これまでは配信のみで観劇した作品の感想はnoteに書くのは控えてきたが(配信の接続レポの一環として多少触れたことはある)、今回初めて、配信のみで観劇した『人間ライブラリ』の感想を書いてみたいと思う。
この作品が如何にチャレンジングなものであるかは、主催の方の以下noteをご覧いただければよくわかる。

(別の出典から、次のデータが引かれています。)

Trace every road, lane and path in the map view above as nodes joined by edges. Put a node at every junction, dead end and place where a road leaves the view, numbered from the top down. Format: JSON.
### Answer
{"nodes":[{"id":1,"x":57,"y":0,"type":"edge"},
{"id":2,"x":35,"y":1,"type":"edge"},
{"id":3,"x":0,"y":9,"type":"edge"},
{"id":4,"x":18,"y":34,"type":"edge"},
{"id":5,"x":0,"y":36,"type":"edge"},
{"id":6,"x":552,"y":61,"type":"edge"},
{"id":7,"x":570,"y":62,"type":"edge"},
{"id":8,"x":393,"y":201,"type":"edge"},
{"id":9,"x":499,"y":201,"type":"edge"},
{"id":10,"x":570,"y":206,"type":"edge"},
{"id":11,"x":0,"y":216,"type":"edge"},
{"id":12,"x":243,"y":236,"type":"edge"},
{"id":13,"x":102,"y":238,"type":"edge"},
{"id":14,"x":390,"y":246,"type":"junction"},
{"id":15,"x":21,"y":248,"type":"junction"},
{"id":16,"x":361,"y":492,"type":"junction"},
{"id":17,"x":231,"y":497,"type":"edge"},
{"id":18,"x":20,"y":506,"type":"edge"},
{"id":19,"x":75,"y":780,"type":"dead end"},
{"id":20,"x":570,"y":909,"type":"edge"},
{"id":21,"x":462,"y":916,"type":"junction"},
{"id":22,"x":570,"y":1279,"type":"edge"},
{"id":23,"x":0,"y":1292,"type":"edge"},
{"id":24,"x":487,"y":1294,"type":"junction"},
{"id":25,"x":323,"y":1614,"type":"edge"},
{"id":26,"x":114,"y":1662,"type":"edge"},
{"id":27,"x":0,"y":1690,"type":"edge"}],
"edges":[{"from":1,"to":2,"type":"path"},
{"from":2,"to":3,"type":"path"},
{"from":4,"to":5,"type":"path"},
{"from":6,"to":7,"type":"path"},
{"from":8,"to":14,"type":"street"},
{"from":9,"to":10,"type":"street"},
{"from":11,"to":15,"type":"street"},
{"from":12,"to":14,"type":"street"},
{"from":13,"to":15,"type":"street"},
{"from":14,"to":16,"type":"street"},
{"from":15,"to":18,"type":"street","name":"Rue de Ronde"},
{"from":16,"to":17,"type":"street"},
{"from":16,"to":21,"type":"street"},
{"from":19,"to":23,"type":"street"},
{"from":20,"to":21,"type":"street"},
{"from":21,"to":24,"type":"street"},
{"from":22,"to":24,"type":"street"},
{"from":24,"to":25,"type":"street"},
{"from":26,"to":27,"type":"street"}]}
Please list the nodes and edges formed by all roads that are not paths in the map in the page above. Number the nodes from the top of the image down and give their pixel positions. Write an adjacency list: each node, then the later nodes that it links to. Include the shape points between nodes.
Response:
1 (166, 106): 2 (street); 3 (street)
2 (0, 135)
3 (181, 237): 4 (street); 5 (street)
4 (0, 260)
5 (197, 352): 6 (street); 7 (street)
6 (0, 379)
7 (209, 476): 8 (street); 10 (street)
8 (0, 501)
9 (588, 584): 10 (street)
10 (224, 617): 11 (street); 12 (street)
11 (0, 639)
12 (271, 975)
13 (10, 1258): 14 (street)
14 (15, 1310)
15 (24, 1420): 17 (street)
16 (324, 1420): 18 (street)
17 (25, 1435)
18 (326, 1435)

ストーリーもオリジナルだ。こちらは公演サイトから引用しておこう。
今回は2021年初演に続いての再演。出演者を3人から5人に増やし、演出も大きく変わっての公演となった。本当は劇場で拝見したかったが、大阪からこの短期間に合わせて上京するのは無理であった。
前置きが長くなった。以下、感想だ。
ひとことで言えば、とてもよい作品に仕上がっていたと思う。初演の持つ純真さを忘れることなく、よりダイナミックに変貌を遂げていた。
上記のあらすじにもう少し補足しておく。
成長型アンドロイドであるアイは、「人間の死」を体験するために、過去の人間であるアイの経験、感情をインストールし、トレースする。この過去の人間の名前が同じアイであることもあり、観ている人に混乱を来す。もちろん意図的だ。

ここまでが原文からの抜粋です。